Asset manager Janus is hoping that institutional investors are back looking for growth. It’s high time the market started playing their song again, the Denver-based investment house believes.
“We have had a run where value has outperformed growth for five consecutive years,” says Gary Black, president and CIO of the $130bn (e106bn) group. “That has not happened in 25 years.”
The spreads between growth and value stocks in terms of returns ROE are among the highest 20% of the past 50 years. “The price you pay for growth versus value, divided by PE, is among the lowest 20% of the last 50 years.”
As the economy continues to grow at 2 to 3% per annum, investors will revisit growth stocks again. “It’s time,” he declares.
There is no middle ground for money managers. “No longer can asset managers be in the middle. They have to be good at indexation, as are a few firms,
or be at the other end of high alpha
generation.”
Where does Janus fit in that perspective? “We are trying to make sure portfolio managers run highly concentrated portfolios. That is high conviction investing.” That’s the high octane Janus is aiming to deliver, says Black.
“You have to be best in class at something, so we have to be great at growth investing. As growth investing comes roaring back with the growing economy, we have to be positioned to take advantage of this.”

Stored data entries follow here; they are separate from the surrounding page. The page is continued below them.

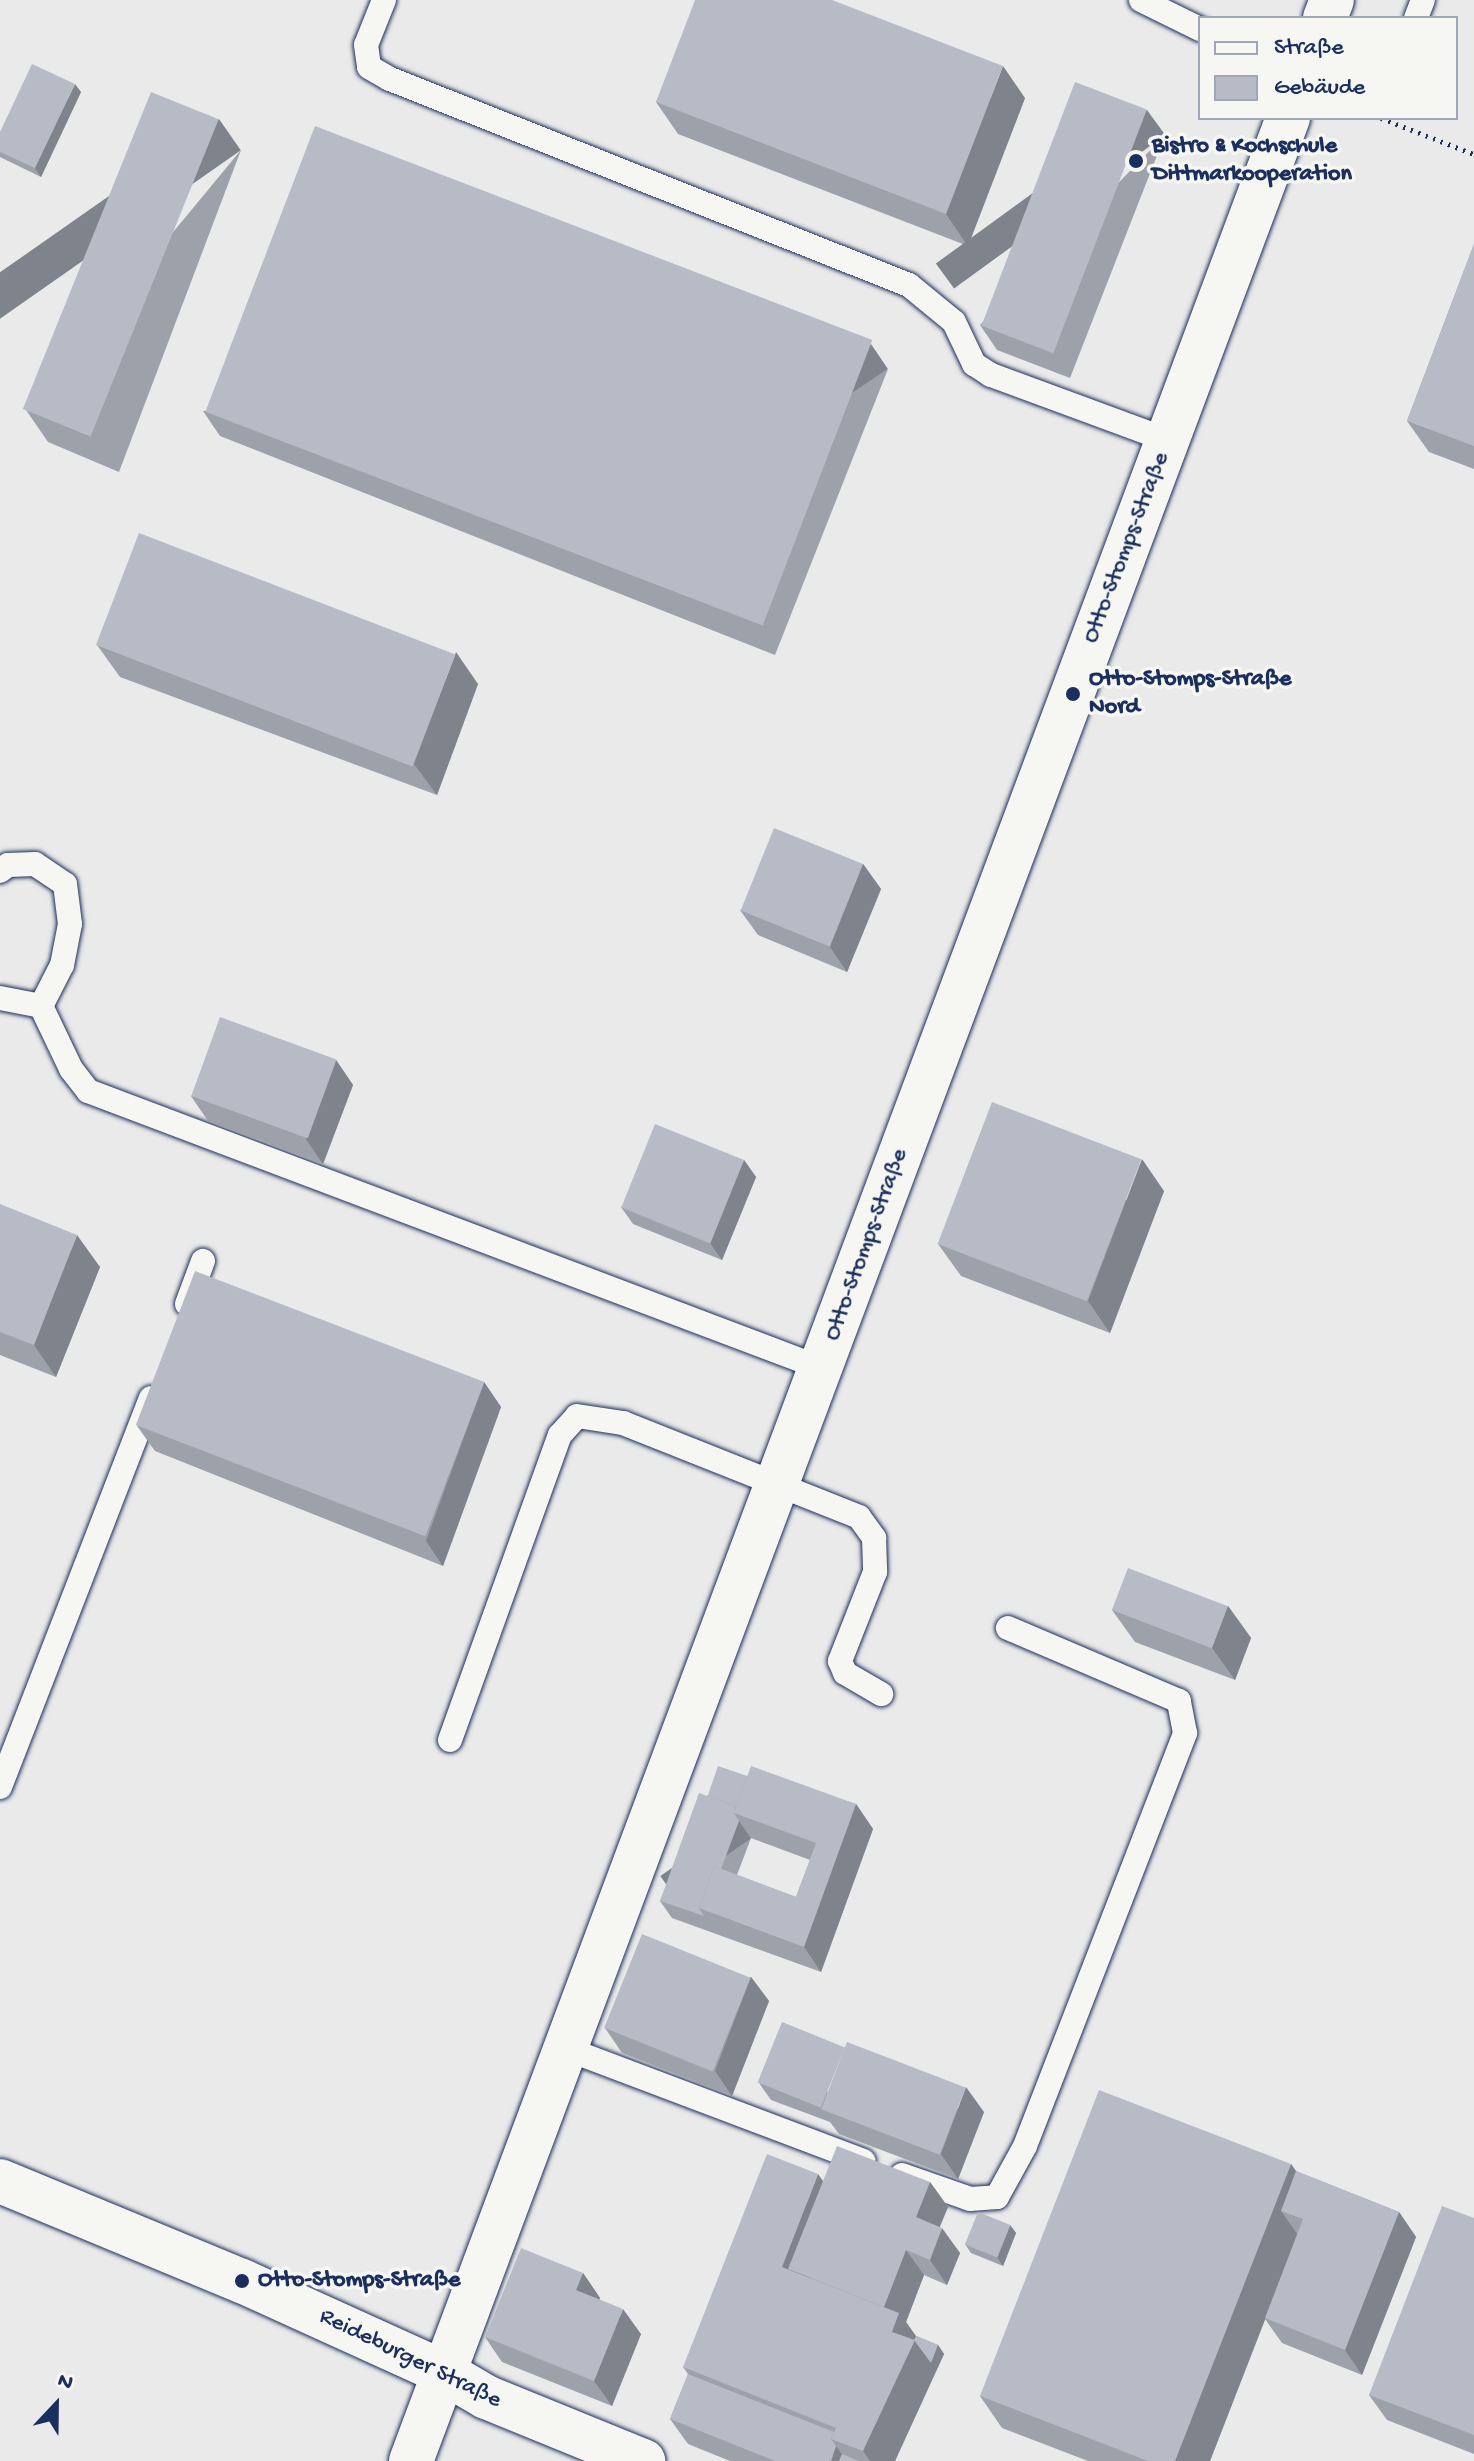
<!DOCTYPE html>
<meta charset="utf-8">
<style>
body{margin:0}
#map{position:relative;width:1474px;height:2461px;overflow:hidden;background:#e9eae9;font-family:"Gochi Hand",sans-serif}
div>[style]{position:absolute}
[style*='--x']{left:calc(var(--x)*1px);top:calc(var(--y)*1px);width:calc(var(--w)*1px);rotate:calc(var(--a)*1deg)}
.path>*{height:5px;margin-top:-2.5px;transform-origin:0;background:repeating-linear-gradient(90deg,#1b2f5e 0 2px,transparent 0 8px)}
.roads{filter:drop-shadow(0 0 2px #1b2f5e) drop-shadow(0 0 2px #1b2f5e)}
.lane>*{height:24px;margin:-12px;padding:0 12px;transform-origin:12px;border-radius:12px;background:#f6f6f2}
.secondary>*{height:44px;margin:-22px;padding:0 22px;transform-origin:22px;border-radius:22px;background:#f6f6f2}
.wall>*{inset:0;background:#9da1aa}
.shaded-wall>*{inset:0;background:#7f838b;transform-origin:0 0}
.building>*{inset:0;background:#b6bbc6;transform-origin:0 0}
.dots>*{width:22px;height:22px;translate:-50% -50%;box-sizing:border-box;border:4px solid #f6f6f2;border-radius:50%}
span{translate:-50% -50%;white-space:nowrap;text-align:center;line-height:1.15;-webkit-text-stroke:7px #f6f6f2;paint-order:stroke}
.poi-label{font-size:24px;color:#1b2f5e;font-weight:700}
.left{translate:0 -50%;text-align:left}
.street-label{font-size:24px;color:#1b2f5e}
.legend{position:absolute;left:1198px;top:16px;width:260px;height:104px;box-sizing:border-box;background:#f6f6f2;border:2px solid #9ea6b7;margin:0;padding:10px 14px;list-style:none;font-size:24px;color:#1b2f5e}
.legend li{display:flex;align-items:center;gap:16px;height:40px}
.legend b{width:40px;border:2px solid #9ea6b7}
.north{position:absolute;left:16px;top:2365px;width:80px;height:80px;-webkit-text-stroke:6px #f6f6f2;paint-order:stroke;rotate:22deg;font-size:22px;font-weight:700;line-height:32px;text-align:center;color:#1b2f5e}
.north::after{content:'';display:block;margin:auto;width:28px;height:36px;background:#1b2f5e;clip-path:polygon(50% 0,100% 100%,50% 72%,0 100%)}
</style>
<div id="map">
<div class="path">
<i style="--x:1381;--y:118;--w:100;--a:21.2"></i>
</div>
<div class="roads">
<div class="lane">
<i style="--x:384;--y:0;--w:48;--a:111.8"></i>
<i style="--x:366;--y:45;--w:22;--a:82"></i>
<i style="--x:369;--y:67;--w:24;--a:30"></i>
<i style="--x:390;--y:79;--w:558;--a:21.65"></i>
<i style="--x:909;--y:285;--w:58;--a:39.4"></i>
<i style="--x:954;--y:322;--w:47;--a:64.5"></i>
<i style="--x:974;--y:364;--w:20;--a:33"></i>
<i style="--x:991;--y:375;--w:189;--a:20.2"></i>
<i style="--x:1141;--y:0;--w:66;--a:26.2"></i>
<i style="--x:1416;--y:18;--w:19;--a:-69"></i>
<i style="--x:0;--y:871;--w:10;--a:-37"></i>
<i style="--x:8;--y:865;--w:27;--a:-2"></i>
<i style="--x:35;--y:864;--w:36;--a:34"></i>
<i style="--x:65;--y:884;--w:40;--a:82.9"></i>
<i style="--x:70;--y:924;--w:42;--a:101"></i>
<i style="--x:62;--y:965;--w:46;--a:117.1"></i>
<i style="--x:0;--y:998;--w:42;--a:11"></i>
<i style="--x:41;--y:1006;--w:70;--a:64.5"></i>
<i style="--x:71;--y:1069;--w:28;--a:52"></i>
<i style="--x:88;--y:1091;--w:784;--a:20.7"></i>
<i style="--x:187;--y:1304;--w:46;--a:-69.6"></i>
<i style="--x:450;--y:1740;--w:324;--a:-70.2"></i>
<i style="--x:560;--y:1435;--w:25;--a:-48"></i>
<i style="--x:577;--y:1416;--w:47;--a:8.7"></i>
<i style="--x:623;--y:1423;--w:254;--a:21.7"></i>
<i style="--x:859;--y:1517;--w:26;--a:54"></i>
<i style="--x:874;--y:1538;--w:34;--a:88"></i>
<i style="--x:875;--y:1572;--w:96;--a:111.5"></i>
<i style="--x:840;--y:1661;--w:13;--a:67"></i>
<i style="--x:845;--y:1673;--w:42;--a:30.3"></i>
<i style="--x:0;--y:1787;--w:417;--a:-68.8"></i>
<i style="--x:567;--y:2049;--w:317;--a:20.7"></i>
<i style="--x:902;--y:2175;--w:72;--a:19.4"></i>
<i style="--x:970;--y:2199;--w:27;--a:-4"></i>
<i style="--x:997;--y:2197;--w:58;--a:-61.2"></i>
<i style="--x:1025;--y:2146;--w:443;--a:-68.8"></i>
<i style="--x:1185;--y:1733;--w:33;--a:-101"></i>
<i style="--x:1179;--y:1701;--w:186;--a:-156.9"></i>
</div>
<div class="secondary">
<i style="--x:1325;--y:18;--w:19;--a:-69"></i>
<i style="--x:0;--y:2181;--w:262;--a:22.5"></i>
<i style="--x:242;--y:2281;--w:223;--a:24.4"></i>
<i style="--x:445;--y:2373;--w:48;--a:30.3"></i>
<i style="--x:486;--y:2397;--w:170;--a:22.2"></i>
<i style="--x:411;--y:2461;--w:2502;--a:-69.48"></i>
</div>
</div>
<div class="wall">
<i style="clip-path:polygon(81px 92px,41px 177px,0 157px,0 132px)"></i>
<i style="clip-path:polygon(1025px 98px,968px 246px,678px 134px,656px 102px)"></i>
<i style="clip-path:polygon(1165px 135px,1070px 378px,997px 350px,980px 325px)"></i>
<i style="clip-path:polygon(241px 150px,119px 472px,48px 442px,26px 410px)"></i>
<i style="clip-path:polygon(1474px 244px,1474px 469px,1429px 452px,1407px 421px)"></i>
<i style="clip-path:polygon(888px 369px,775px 655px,220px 436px,203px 411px)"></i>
<i style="clip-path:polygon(97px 645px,478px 684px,437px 795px,120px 677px)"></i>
<i style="clip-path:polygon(863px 864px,881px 889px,847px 972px,758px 935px,740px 910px)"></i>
<i style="clip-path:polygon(336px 1060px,353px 1085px,323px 1164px,208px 1121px,191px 1096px)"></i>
<i style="clip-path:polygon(744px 1160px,756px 1177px,722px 1260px,633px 1224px,621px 1207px)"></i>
<i style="clip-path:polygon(1164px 1191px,1110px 1333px,961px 1276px,938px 1244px)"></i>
<i style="clip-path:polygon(0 1204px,100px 1267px,56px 1377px,0 1355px)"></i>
<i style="clip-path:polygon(484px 1382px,501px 1407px,443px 1566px,155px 1451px,137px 1426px)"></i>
<i style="clip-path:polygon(1228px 1606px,1251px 1638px,1235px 1680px,1135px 1642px,1112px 1610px)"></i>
<i style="clip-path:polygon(evenodd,747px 1776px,856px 1804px,873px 1829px,821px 1972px,672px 1918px,660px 1901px,707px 1796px,747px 1776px,751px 1838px,810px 1860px,796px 1897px,737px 1875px,751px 1838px)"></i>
<i style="clip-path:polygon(751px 1977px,769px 2001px,732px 2096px,622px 2053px,605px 2028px)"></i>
<i style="clip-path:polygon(759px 2083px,984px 2112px,958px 2179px,839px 2134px,830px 2122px,771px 2100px)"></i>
<i style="clip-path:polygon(1291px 2164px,1296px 2171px,1399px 2212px,1416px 2237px,1362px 2375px,1282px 2343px,1265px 2319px,1210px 2461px,1088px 2461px,1002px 2428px,980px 2396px)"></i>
<i style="clip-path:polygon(823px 2181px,930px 2182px,948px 2207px,940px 2227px,960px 2253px,947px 2285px,924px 2275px,906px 2322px,916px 2336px,938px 2345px,944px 2354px,895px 2461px,730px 2461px,688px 2444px,670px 2419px,688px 2374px,683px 2367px)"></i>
<i style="clip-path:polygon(1474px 2218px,1474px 2454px,1387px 2420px,1369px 2395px)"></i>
<i style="clip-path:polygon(1010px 2225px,1016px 2233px,1003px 2266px,971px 2253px,965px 2244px)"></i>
<i style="clip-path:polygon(583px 2273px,600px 2298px,599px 2299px,641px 2334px,612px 2406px,502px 2362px,485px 2337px)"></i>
</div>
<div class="shaded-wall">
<i style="clip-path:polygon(1003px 66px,1025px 98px,968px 246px,946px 214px)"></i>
<i style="clip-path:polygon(75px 84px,81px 92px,41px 177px,35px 168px)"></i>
<i style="left:1147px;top:110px;width:31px;height:261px;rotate:54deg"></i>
<i style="left:219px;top:119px;width:38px;height:343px;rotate:55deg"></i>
<i style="left:871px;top:344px;width:30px;height:308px;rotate:56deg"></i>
<i style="clip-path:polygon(456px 652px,478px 684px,437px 795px,414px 764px)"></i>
<i style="clip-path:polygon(863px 864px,881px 889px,847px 972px,830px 947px)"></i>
<i style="clip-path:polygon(336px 1060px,353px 1085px,323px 1164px,306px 1139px)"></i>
<i style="clip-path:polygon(1142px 1159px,1164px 1191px,1110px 1333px,1088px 1301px)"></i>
<i style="clip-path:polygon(744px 1160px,756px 1177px,722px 1260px,710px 1243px)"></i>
<i style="clip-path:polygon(77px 1235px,100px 1267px,56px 1377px,34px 1345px)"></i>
<i style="clip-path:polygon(484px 1382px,501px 1407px,443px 1566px,426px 1541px)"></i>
<i style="clip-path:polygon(1228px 1606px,1251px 1638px,1235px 1680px,1212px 1648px)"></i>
<i style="clip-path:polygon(856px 1804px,873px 1829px,821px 1972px,804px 1947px)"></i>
<i style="left:739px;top:1821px;width:21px;height:96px;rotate:55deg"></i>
<i style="clip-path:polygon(751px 1977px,769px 2001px,732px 2096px,715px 2071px)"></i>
<i style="clip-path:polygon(966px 2087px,984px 2112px,958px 2179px,941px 2154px)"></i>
<i style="clip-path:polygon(1291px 2164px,1313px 2196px,1281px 2211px,1298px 2235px,1210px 2461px,1175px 2461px)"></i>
<i style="clip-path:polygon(818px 2174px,841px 2206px,810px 2283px,782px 2267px)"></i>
<i style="clip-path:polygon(930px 2182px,948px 2207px,933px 2242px,916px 2217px)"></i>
<i style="clip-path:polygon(1399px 2212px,1416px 2237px,1362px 2375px,1345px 2350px)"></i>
<i style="clip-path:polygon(1010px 2225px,1016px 2233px,1003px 2266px,997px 2257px)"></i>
<i style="clip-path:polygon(942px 2228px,960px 2253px,947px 2285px,930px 2260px)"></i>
<i style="clip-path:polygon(906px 2250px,924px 2275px,906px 2322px,922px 2345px,938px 2345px,944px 2354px,895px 2461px,870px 2461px,863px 2451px,892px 2332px,882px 2311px)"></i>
<i style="clip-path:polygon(583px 2273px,600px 2298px,593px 2315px,576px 2290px)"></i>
<i style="clip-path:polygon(623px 2309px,641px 2334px,612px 2406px,594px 2381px)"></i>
<i style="clip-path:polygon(836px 2446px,847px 2461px,831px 2461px)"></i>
</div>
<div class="building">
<i style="clip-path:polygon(695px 0,832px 0,1003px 66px,946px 214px,656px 102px)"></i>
<i style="clip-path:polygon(32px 64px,75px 84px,35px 168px,0 152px,0 132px)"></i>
<i style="left:1075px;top:82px;width:77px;height:261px;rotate:21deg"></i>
<i style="left:151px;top:92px;width:73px;height:342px;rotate:22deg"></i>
<i style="left:315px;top:126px;width:597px;height:306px;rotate:21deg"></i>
<i style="clip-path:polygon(1474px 244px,1474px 446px,1407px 421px)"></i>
<i style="left:139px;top:533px;width:339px;height:120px;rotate:21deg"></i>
<i style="left:774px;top:828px;width:96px;height:89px;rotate:22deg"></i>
<i style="left:220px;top:1017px;width:124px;height:84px;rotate:20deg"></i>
<i style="left:992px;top:1102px;width:160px;height:152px;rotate:21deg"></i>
<i style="left:655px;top:1124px;width:96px;height:90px;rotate:22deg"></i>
<i style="clip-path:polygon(0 1204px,77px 1235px,34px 1345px,0 1332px)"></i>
<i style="left:195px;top:1271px;width:310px;height:165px;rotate:21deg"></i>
<i style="left:1128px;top:1568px;width:107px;height:45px;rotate:21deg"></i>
<i style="left:718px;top:1766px;width:31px;height:32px;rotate:19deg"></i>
<i style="clip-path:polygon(751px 1766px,856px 1804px,804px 1947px,699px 1908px,714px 1866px,796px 1897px,816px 1843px,734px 1813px)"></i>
<i style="clip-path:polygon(699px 1793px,736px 1806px,734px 1813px,739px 1821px,721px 1869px,714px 1866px,699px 1908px,704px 1916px,660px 1901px)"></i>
<i style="left:642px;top:1934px;width:117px;height:101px;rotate:22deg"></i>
<i style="left:782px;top:2022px;width:68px;height:65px;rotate:22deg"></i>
<i style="left:847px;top:2042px;width:127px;height:72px;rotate:21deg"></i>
<i style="clip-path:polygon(1099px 2090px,1291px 2164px,1175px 2461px,1148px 2461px,980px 2396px)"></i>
<i style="clip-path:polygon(837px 2146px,930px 2182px,916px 2217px,942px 2228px,930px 2260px,906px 2250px,884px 2307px,788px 2269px)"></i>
<i style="clip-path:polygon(767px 2154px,818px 2174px,782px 2267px,899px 2313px,892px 2332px,915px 2340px,863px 2451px,831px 2439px,836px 2428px,683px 2367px)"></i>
<i style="clip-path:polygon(1296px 2171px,1399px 2212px,1345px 2350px,1265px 2318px,1303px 2219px,1281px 2211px)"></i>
<i style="clip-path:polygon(1442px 2206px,1474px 2218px,1474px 2435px,1369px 2395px)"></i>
<i style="left:978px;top:2212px;width:35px;height:35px;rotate:22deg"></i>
<i style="clip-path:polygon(521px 2248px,583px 2273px,576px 2290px,623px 2309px,594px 2381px,485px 2337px)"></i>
<i style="clip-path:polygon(916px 2336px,938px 2345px,931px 2363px,914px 2340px)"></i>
<i style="clip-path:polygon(688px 2374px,834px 2432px,831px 2439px,836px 2446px,831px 2461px,775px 2461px,670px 2419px)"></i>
<i style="clip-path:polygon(842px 2454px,859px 2461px,839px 2461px)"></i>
</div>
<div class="dots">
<i style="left:1136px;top:161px;background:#1b2f5e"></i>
<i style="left:1073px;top:694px;background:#1b2f5e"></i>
<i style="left:242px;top:2281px;background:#1b2f5e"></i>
</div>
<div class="poi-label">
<span class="left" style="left:1152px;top:161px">Bistro &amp; Kochschule<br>Dittmarkooperation</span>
<span class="left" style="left:1089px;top:694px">Otto-Stomps-Straße<br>Nord</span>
<span class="left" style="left:258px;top:2281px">Otto-Stomps-Straße</span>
</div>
<div class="street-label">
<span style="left:1127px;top:548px;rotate:-69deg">Otto-Stomps-Straße</span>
<span style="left:867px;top:1245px;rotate:-70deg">Otto-Stomps-Straße</span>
<span style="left:410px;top:2359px;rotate:26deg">Reideburger Straße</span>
</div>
<ul class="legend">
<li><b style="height:10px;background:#f6f6f2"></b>Straße</li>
<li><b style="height:22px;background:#b6bbc6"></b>Gebäude</li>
</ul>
<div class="north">N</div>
</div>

While growth investing was in eclipse, Janus continued to invest in its research capabilities in recent years. “We have developed low turnover portfolios – just 30 to 40%. Typically, in a large cap growth portfolio it could be 40 to 60 names, not the 200 of some of our competitors,” says Black.
He adds that a range of risk controls have been included, but without changing the culture. “We want our managers to be risk seeking, yet to be disciplined.”
When growth went out of favour, many competitors gave up, he says. But Janus stuck with it. The US market is wide open for growth managers today, Black maintains.
He claims that a number of the great growth managers back in the bubble days of 1998 to 2000 really have not come back as Janus has in performance terms. “The strongest statement is the strength of our performance over the past few years.”
He reckons the group is now in good shape. On the personnel side, he describes the scenario as stable. “We really have not lost too many portfolio managers or analysts in the last couple of years.” In fact, the last 12 months has seen no turnover on the analysts front.
Institutional investors are looking for growth and value managers still, he says. “One very noticeable trend has been the granting of a lot more latitude to managers by clients. You can now go outside of the box.”
Outside the US, there has been a move to global products. “In the US, you never see a demand for true global products, people increasingly hire EAFE growth and value outside the US, alongside US value and growth managers. In Europe, you are seeing global mandates,” says Black.
But this poses a question in his eyes: “How many managers truly manage money globally? Many take their US and non-US products and bolt them together.” Janus goes the other route with a dedicated global manager. “He picks best pharma or financial stocks globally,” Black explains.
Life-cycle products are in demand, as are ‘one-stop shopping’ with asset allocation being done for the end investor. “So they can come to us, Fidelity, or whoever, to do the asset allocation. We are launching life-cycle later in the year.
Intech, the Janus in-house quant operation, is a mathematical model firm. “In a low volatility stable world, the models do well. They have had a good five-year run.”
At Janus, money has been run the way hedge funds run it, except it is always long. “We only do our own research. We think deep. We have seven survey associates who go out and swarm around a project to figure out what’s going on. So if it’s a drug they look at whether doctors are recommending it, and pharmacists selling it. It’s a 360-degree research review.”